Before we get too lost in the weeds, it might be interesting to see what Romney's and Obama's original goals were.

As stated by Romney back then, "you will be free to choose but your choices will have consequences." Buy insurance or pay for your healthcare. Romney's goal was finite and simple: to require the few who were sapping the Massachusetts' taxpayers to ultimately pay for healthcare either by paying the state or by paying an insurance provider. These people who had no health insurance -- fewer than 10% in Massachusetts -- would now have to contribute if they wanted healthcare. That was it. Insurance companies were not nationalized. Massachusetts did not become the default healthcare provider in that state. It is not what I would have done, but it was seen as bold and it was the kind of "outside the box" thinking that many from both Parties admired. Newt included.

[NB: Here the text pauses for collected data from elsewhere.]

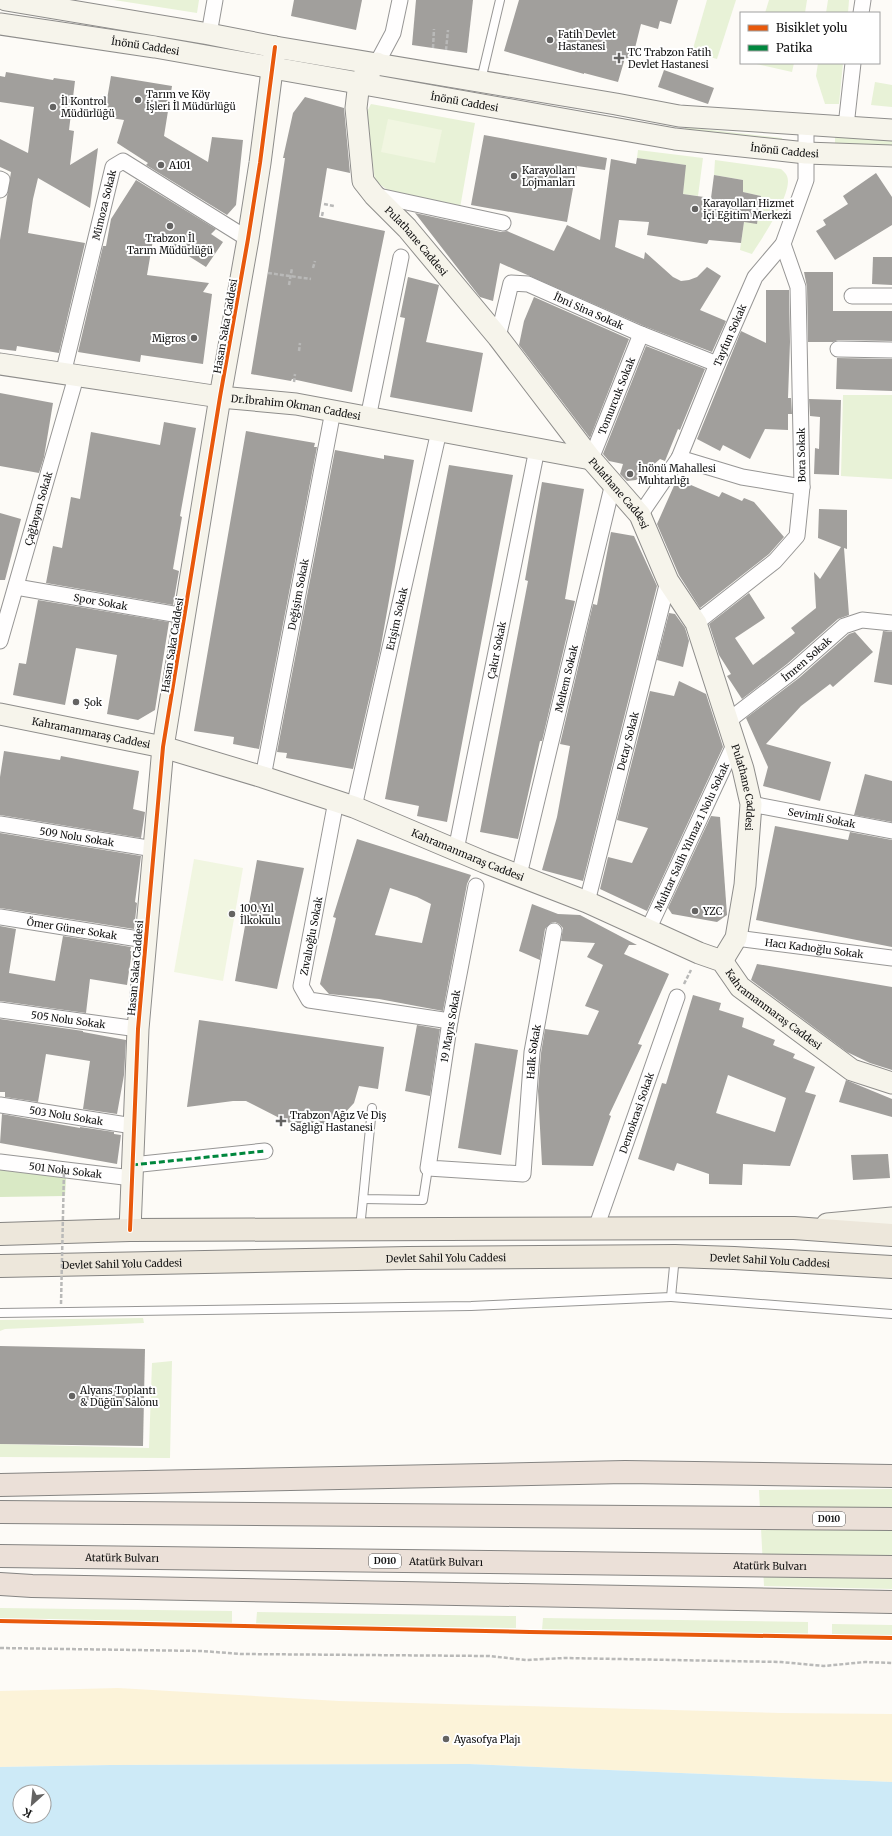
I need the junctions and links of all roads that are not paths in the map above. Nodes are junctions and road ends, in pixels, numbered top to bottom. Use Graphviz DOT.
graph roads {
  1 [pos="6,0"];
  2 [pos="215,0"];
  3 [pos="400,0"];
  4 [pos="500,0"];
  5 [pos="863,0"];
  6 [pos="42,3"];
  7 [pos="861,12"];
  8 [pos="0,24"];
  9 [pos="38,30"];
  10 [pos="209,34"];
  11 [pos="275,47"];
  12 [pos="377,63"];
  13 [pos="853,64"];
  14 [pos="272,68"];
  15 [pos="481,80"];
  16 [pos="359,82"];
  17 [pos="679,116"];
  18 [pos="806,125"];
  19 [pos="846,126"];
  20 [pos="892,130"];
  21 [pos="675,139"];
  22 [pos="806,153"];
  23 [pos="892,156"];
  24 [pos="0,179"];
  25 [pos="0,190"];
  26 [pos="374,195"];
  27 [pos="504,223"];
  28 [pos="248,240"];
  29 [pos="783,244"];
  30 [pos="401,257"];
  31 [pos="852,296"];
  32 [pos="892,296"];
  33 [pos="642,334"];
  34 [pos="498,337"];
  35 [pos="838,350"];
  36 [pos="892,350"];
  37 [pos="0,364"];
  38 [pos="717,364"];
  39 [pos="69,375"];
  40 [pos="220,397"];
  41 [pos="333,411"];
  42 [pos="368,418"];
  43 [pos="439,431"];
  44 [pos="537,449"];
  45 [pos="679,458"];
  46 [pos="591,459"];
  47 [pos="613,483"];
  48 [pos="802,487"];
  49 [pos="640,515"];
  50 [pos="668,581"];
  51 [pos="16,587"];
  52 [pos="185,616"];
  53 [pos="696,623"];
  54 [pos="892,623"];
  55 [pos="0,641"];
  56 [pos="0,714"];
  57 [pos="728,721"];
  58 [pos="735,744"];
  59 [pos="163,747"];
  60 [pos="263,777"];
  61 [pos="345,804"];
  62 [pos="751,804"];
  63 [pos="0,824"];
  64 [pos="892,831"];
  65 [pos="154,849"];
  66 [pos="456,850"];
  67 [pos="519,875"];
  68 [pos="476,886"];
  69 [pos="587,902"];
  70 [pos="0,917"];
  71 [pos="648,930"];
  72 [pos="554,931"];
  73 [pos="736,938"];
  74 [pos="145,940"];
  75 [pos="892,958"];
  76 [pos="722,961"];
  77 [pos="677,997"];
  78 [pos="0,1010"];
  79 [pos="450,1021"];
  80 [pos="138,1028"];
  81 [pos="892,1082"];
  82 [pos="0,1105"];
  83 [pos="372,1108"];
  84 [pos="133,1126"];
  85 [pos="265,1151"];
  86 [pos="0,1162"];
  87 [pos="428,1168"];
  88 [pos="132,1171"];
  89 [pos="362,1199"];
  90 [pos="892,1218"];
  91 [pos="360,1228"];
  92 [pos="596,1228"];
  93 [pos="794,1228"];
  94 [pos="130,1230"];
  95 [pos="0,1234"];
  96 [pos="892,1234"];
  97 [pos="675,1256"];
  98 [pos="0,1266"];
  99 [pos="892,1267"];
  100 [pos="672,1297"];
  101 [pos="0,1313"];
  102 [pos="892,1314"];
  103 [pos="892,1476"];
  104 [pos="0,1485"];
  105 [pos="0,1512"];
  106 [pos="892,1519"];
  107 [pos="0,1556"];
  108 [pos="892,1567"];
  109 [pos="0,1584"];
  110 [pos="892,1602"];
  1 -- 6 [label="street"];
  2 -- 10 [label="street"];
  3 -- 12 [label="street"];
  4 -- 15 [label="lane"];
  5 -- 7 [label="street"];
  6 -- 9 [label="street"];
  6 -- 10 [label="street"];
  8 -- 9 [label="street, İnönü Caddesi"];
  9 -- 14 [label="street, İnönü Caddesi"];
  10 -- 11 [label="street"];
  11 -- 12 [label="street"];
  11 -- 14 [label="street, Hasan Saka Caddesi"];
  12 -- 15 [label="street"];
  12 -- 16 [label="street"];
  13 -- 19 [label="street"];
  14 -- 16 [label="street, İnönü Caddesi"];
  14 -- 28 [label="street, Hasan Saka Caddesi"];
  15 -- 17 [label="street"];
  16 -- 21 [label="street, İnönü Caddesi"];
  16 -- 26 [label="street, Pulathane Caddesi"];
  17 -- 18 [label="street"];
  17 -- 21 [label="street"];
  18 -- 19 [label="street"];
  18 -- 22 [label="street, Tayfun Sokak"];
  19 -- 20 [label="street"];
  21 -- 22 [label="street, İnönü Caddesi"];
  22 -- 23 [label="street, İnönü Caddesi"];
  22 -- 29 [label="street, Tayfun Sokak"];
  24 -- 25 [label="street"];
  26 -- 27 [label="street"];
  26 -- 34 [label="street, Pulathane Caddesi"];
  28 -- 39 [label="street, Mimoza Sokak"];
  28 -- 40 [label="street, Hasan Saka Caddesi"];
  29 -- 38 [label="street, Tayfun Sokak"];
  29 -- 48 [label="street, Bora Sokak"];
  30 -- 42 [label="street"];
  31 -- 32 [label="street"];
  33 -- 34 [label="street, İbni Sina Sokak"];
  33 -- 38 [label="street, İbni Sina Sokak"];
  33 -- 46 [label="street, Tomurcuk Sokak"];
  34 -- 46 [label="street, Pulathane Caddesi"];
  35 -- 36 [label="street"];
  37 -- 39 [label="street, Dr.İbrahim Okman Caddesi"];
  38 -- 45 [label="street, Tayfun Sokak"];
  39 -- 40 [label="street, Dr.İbrahim Okman Caddesi"];
  39 -- 51 [label="street, Çağlayan Sokak"];
  40 -- 41 [label="street, Dr.İbrahim Okman Caddesi"];
  40 -- 52 [label="street, Hasan Saka Caddesi"];
  41 -- 42 [label="street, Dr.İbrahim Okman Caddesi"];
  41 -- 60 [label="street, Değişim Sokak"];
  42 -- 43 [label="street, Dr.İbrahim Okman Caddesi"];
  43 -- 44 [label="street, Dr.İbrahim Okman Caddesi"];
  43 -- 61 [label="street, Erişim Sokak"];
  44 -- 46 [label="street, Dr.İbrahim Okman Caddesi"];
  44 -- 66 [label="street, Çakır Sokak"];
  45 -- 48 [label="street"];
  45 -- 49 [label="street, Tayfun Sokak"];
  46 -- 47 [label="street, Pulathane Caddesi"];
  47 -- 49 [label="street, Pulathane Caddesi"];
  47 -- 67 [label="street, Meltem Sokak"];
  48 -- 53 [label="street, Bora Sokak"];
  49 -- 50 [label="street, Pulathane Caddesi"];
  50 -- 53 [label="street, Pulathane Caddesi"];
  50 -- 69 [label="street, Detay Sokak"];
  51 -- 52 [label="street, Spor Sokak"];
  51 -- 55 [label="street, Çağlayan Sokak"];
  52 -- 59 [label="street, Hasan Saka Caddesi"];
  53 -- 57 [label="street, Pulathane Caddesi"];
  54 -- 57 [label="street, İmren Sokak"];
  56 -- 59 [label="street, Kahramanmaraş Caddesi"];
  57 -- 58 [label="street, Pulathane Caddesi"];
  58 -- 62 [label="street, Pulathane Caddesi"];
  58 -- 71 [label="street, Muhtar Salih Yılmaz 1 Nolu Sokak"];
  59 -- 60 [label="street, Kahramanmaraş Caddesi"];
  59 -- 65 [label="street, Hasan Saka Caddesi"];
  60 -- 61 [label="street, Kahramanmaraş Caddesi"];
  61 -- 66 [label="street, Kahramanmaraş Caddesi"];
  61 -- 79 [label="street, Zıvalıoğlu Sokak"];
  62 -- 64 [label="street, Sevimli Sokak"];
  62 -- 73 [label="street, Pulathane Caddesi"];
  63 -- 65 [label="street, 509 Nolu Sokak"];
  65 -- 74 [label="street, Hasan Saka Caddesi"];
  66 -- 67 [label="street, Kahramanmaraş Caddesi"];
  67 -- 69 [label="street, Kahramanmaraş Caddesi"];
  68 -- 79 [label="street, 19 Mayıs Sokak"];
  69 -- 71 [label="street, Kahramanmaraş Caddesi"];
  70 -- 74 [label="street, Ömer Güner Sokak"];
  71 -- 76 [label="street, Kahramanmaraş Caddesi"];
  72 -- 87 [label="street, Halk Sokak"];
  73 -- 75 [label="street, Hacı Kadıoğlu Sokak"];
  73 -- 76 [label="street, Pulathane Caddesi"];
  74 -- 80 [label="street, Hasan Saka Caddesi"];
  76 -- 81 [label="street, Kahramanmaraş Caddesi"];
  77 -- 92 [label="street, Demokrasi Sokak"];
  78 -- 80 [label="street, 505 Nolu Sokak"];
  79 -- 87 [label="street, 19 Mayıs Sokak"];
  80 -- 84 [label="street, Hasan Saka Caddesi"];
  82 -- 84 [label="street, 503 Nolu Sokak"];
  83 -- 89 [label="lane"];
  84 -- 88 [label="street, Hasan Saka Caddesi"];
  85 -- 88 [label="street, 501 Nolu Sokak"];
  86 -- 88 [label="street, 501 Nolu Sokak"];
  87 -- 89 [label="lane"];
  88 -- 94 [label="street, Hasan Saka Caddesi"];
  89 -- 91 [label="lane"];
  90 -- 93 [label="street"];
  91 -- 92 [label="main road"];
  91 -- 94 [label="main road"];
  92 -- 93 [label="main road"];
  93 -- 96 [label="main road"];
  94 -- 95 [label="main road"];
  97 -- 98 [label="main road, Devlet Sahil Yolu Caddesi"];
  97 -- 99 [label="main road, Devlet Sahil Yolu Caddesi"];
  97 -- 100 [label="lane"];
  100 -- 101 [label="lane"];
  100 -- 102 [label="lane"];
  103 -- 104 [label="highway"];
  105 -- 106 [label="highway, D010"];
  107 -- 108 [label="highway, Atatürk Bulvarı / D010"];
  109 -- 110 [label="highway"];
}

So, back to the goals or the intentions of Obama and Romney. We know what Romney's goal was. His goal was to involve the private sector of Massachusetts in insuring a small percentage of the Massachusetts' healthcare pie.

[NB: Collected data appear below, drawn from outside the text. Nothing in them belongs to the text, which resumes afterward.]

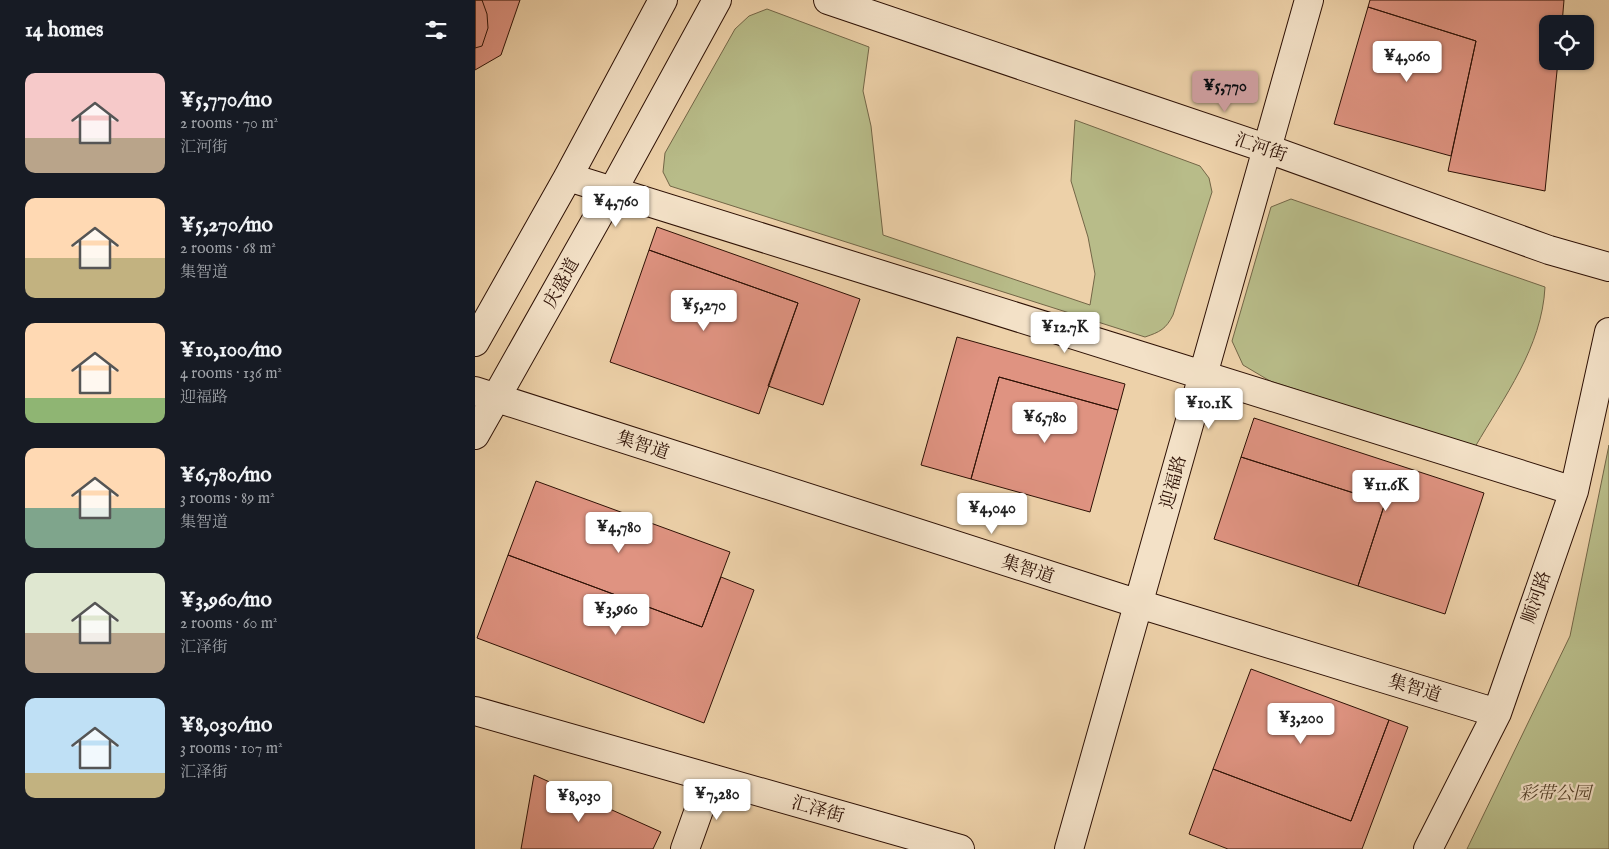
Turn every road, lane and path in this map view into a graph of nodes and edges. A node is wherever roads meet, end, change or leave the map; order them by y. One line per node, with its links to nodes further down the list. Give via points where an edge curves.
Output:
1 (663, 0): 6 (street)
2 (717, 0): 7 (street, 庆盛道)
3 (828, 0): 5 (street, 汇河街)
4 (1309, 0): 5 (street, 迎福路)
5 (1268, 149): 8 (street, 汇河街, via 1549,250); 11 (street, 迎福路)
6 (568, 177): 7 (street); 10 (street)
7 (613, 190): 11 (street); 12 (street, 庆盛道)
8 (1609, 267)
9 (1609, 332): 14 (street, 顺河路)
10 (475, 342)
11 (1203, 375): 14 (street); 15 (street, 迎福路)
12 (486, 394): 13 (street, 庆盛道); 15 (street, 集智道)
13 (475, 435)
14 (1574, 490): 17 (street, 顺河路)
15 (1139, 604): 17 (street, 集智道); 21 (street, 迎福路)
16 (475, 711): 18 (street, 汇泽街)
17 (1497, 713): 22 (street, 顺河路)
18 (710, 779): 19 (street); 20 (street, 汇泽街)
19 (685, 849)
20 (960, 849)
21 (1069, 849)
22 (1428, 849)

Obama's goal prior to signing Obamacare into law was much, much bigger.

In 2003, he said, "I happen to be a proponent of a single-payer universal health care plan." From that speech:

I see no reason why the United States of America, the wealthiest country in the history of the world, spending 14 percent of its gross national product on health care, cannot provide basic health insurance to everybody. And that's what Jim is talking about when he says everybody in, nobody out. A single-payer health care plan, a universal health care plan. That's what I'd like to see. But as all of you know, we may not get there immediately. Because first we've got to take back the White House, we've got to take back the Senate, and we've got to take back the House.

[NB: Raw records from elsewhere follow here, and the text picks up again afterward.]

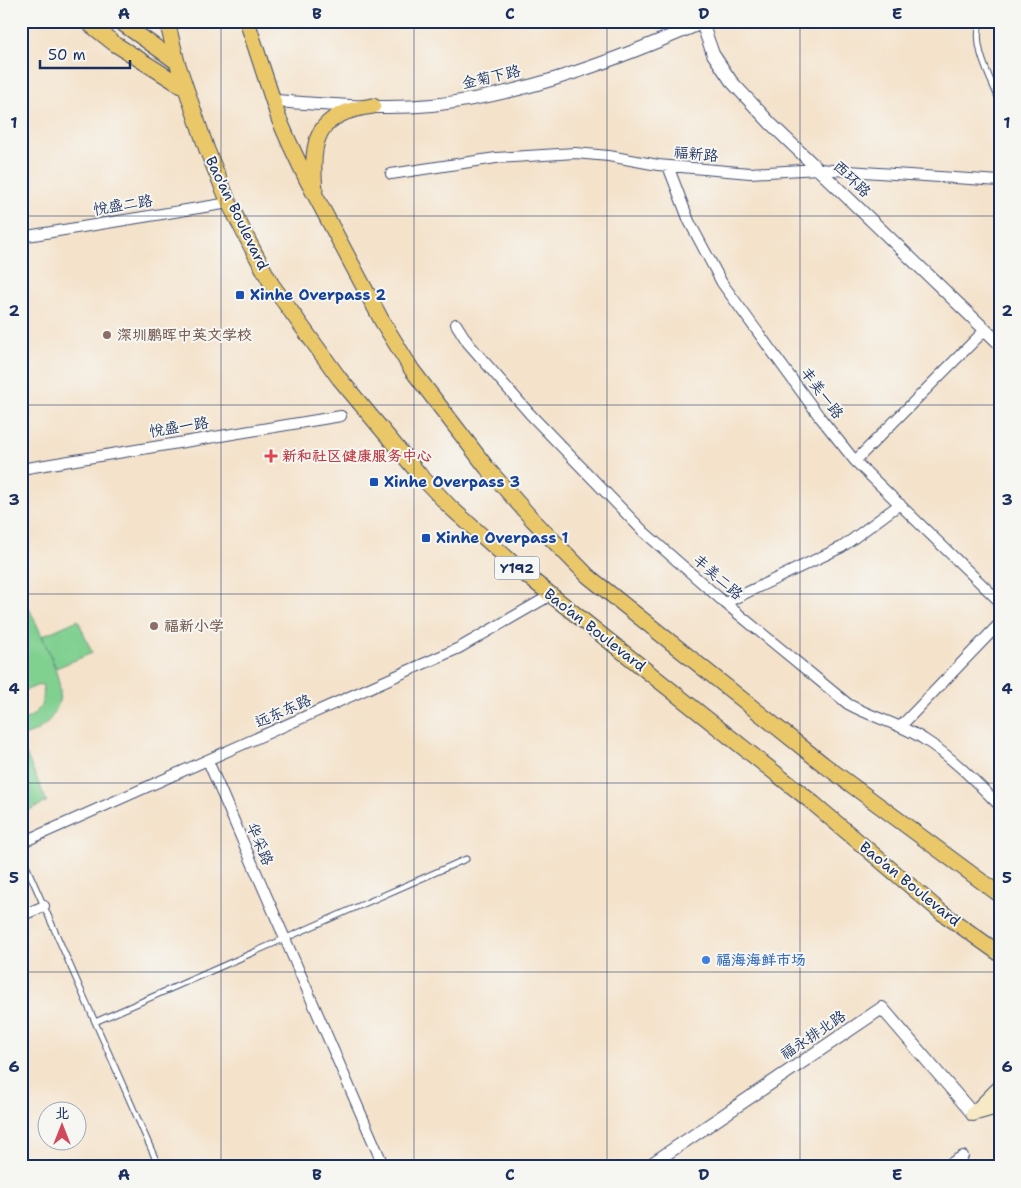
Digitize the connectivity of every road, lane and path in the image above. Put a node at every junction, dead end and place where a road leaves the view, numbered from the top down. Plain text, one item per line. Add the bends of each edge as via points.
1 (86, 21) edge
2 (119, 21) edge
3 (167, 21) edge
4 (247, 21) edge
5 (981, 21) edge
6 (703, 22) edge
7 (177, 62) junction
8 (185, 88) junction
9 (273, 101) junction
10 (1000, 102) edge
11 (373, 106) junction
12 (668, 166) junction
13 (818, 169) junction
14 (391, 174) dead end
15 (1000, 181) edge
16 (315, 196) junction
17 (229, 203) junction
18 (21, 237) edge
19 (456, 324) dead end
20 (985, 330) junction
21 (1000, 344) edge
22 (341, 416) dead end
23 (855, 461) junction
24 (21, 468) edge
25 (900, 504) junction
26 (551, 596) junction
27 (1000, 602) edge
28 (725, 603) junction
29 (1000, 623) edge
30 (900, 727) junction
31 (208, 761) junction
32 (1000, 806) edge
33 (21, 843) edge
34 (21, 854) edge
35 (466, 860) dead end
36 (1000, 895) edge
37 (44, 906) junction
38 (21, 916) edge
39 (285, 939) junction
40 (995, 951) edge
41 (1000, 962) edge
42 (95, 1022) junction
43 (1000, 1088) edge
44 (1000, 1106) edge
45 (973, 1114) junction
46 (963, 1156) dead end
47 (159, 1167) edge
48 (384, 1167) edge
49 (646, 1167) edge
50 (944, 1167) edge

1 - 8 main road via 115,44
2 - 7 main road
3 - 7 main road, Bao'an Boulevard
4 - 9 main road
5 - 10 lane via 977,30 978,42
6 - 11 street, 金菊下路 via 588,67 497,94 430,105
6 - 13 street, 西环路 via 713,54 731,81
7 - 8 main road, Bao'an Boulevard / Y192
8 - 17 main road, Bao'an Boulevard / Y192
9 - 11 street, 金菊下路
9 - 16 main road, Y192
11 - 16 main road via 341,113 324,126 314,148 312,163
12 - 13 street, 福新路 via 750,173
12 - 14 street, 福新路 via 609,156 554,153
12 - 23 street, 丰美一路 via 689,221 722,283
13 - 15 street, 福新路
13 - 20 street, 西环路
16 - 36 main road, Y192 via 412,370 487,468 546,534 588,576 646,624 823,764
17 - 18 street, 悦盛二路
17 - 26 main road, Bao'an Boulevard / Y192 via 272,284 339,378 388,439 450,507
19 - 28 street, 丰美二路 via 468,343 536,421 644,532
20 - 21 street, 西环路
20 - 23 street
22 - 24 street, 悦盛一路
23 - 25 street, 丰美一路
25 - 27 street, 丰美一路
25 - 28 street via 842,546
26 - 31 street, 远东东路 via 459,648
26 - 40 main road, Bao'an Boulevard / Y192 via 813,803 941,912
28 - 30 street, 丰美二路 via 848,704
29 - 30 street
30 - 32 street, 丰美二路 via 926,740
31 - 33 street, 远东东路
31 - 39 street, 华采路
34 - 37 lane
35 - 39 lane
37 - 38 street
37 - 42 lane
39 - 42 lane
39 - 48 street, 华采路
40 - 41 main road
42 - 47 lane
43 - 45 main road
44 - 45 main road
45 - 49 street, 福永排北路 via 882,1008
46 - 50 street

But more recently Obama said:

I have not said that I was a single-payer supporter because, frankly, we historically have had a employer-based system in this country with private insurers, and for us to transition to a system like that I believe would be too disruptive.

I think he meant what he said earlier and he meant what he said later. It just depends on what the meaning of "system like that" and a value on just how disruptive is "too disruptive." I won't attempt to parse his words. The proof is in the Affordable Healthcare Act. It has disrupted and it will continue to disrupt. "That system" is exactly what we got. And "that system" will, if left unchecked, get us what he wanted in 2003 -- a system with just the right amount of "disruptive."

The fact is, Obamacare was originally going to be single payer. It was going to be European -- as close to it as Congress would allow. But that was curbed. What they got, instead -- what we got, instead -- was the first step. Obamacare. The first step toward single-payer, universal healthcare coverage. That's a lot bigger than just under 10%, and it is a heckuva lot more disruptive.

And that is the crucial difference. Romney never said, never touted, never promised that "we may not get [single-payer] immediately" or even a little later than immediately. Much of the criticism against Romneycare is deserved, as is the scrutiny. But Romneycare is not Obamacare because Obamacare is just getting started.

One was an end in and of itself. The other is (still) a means to an end.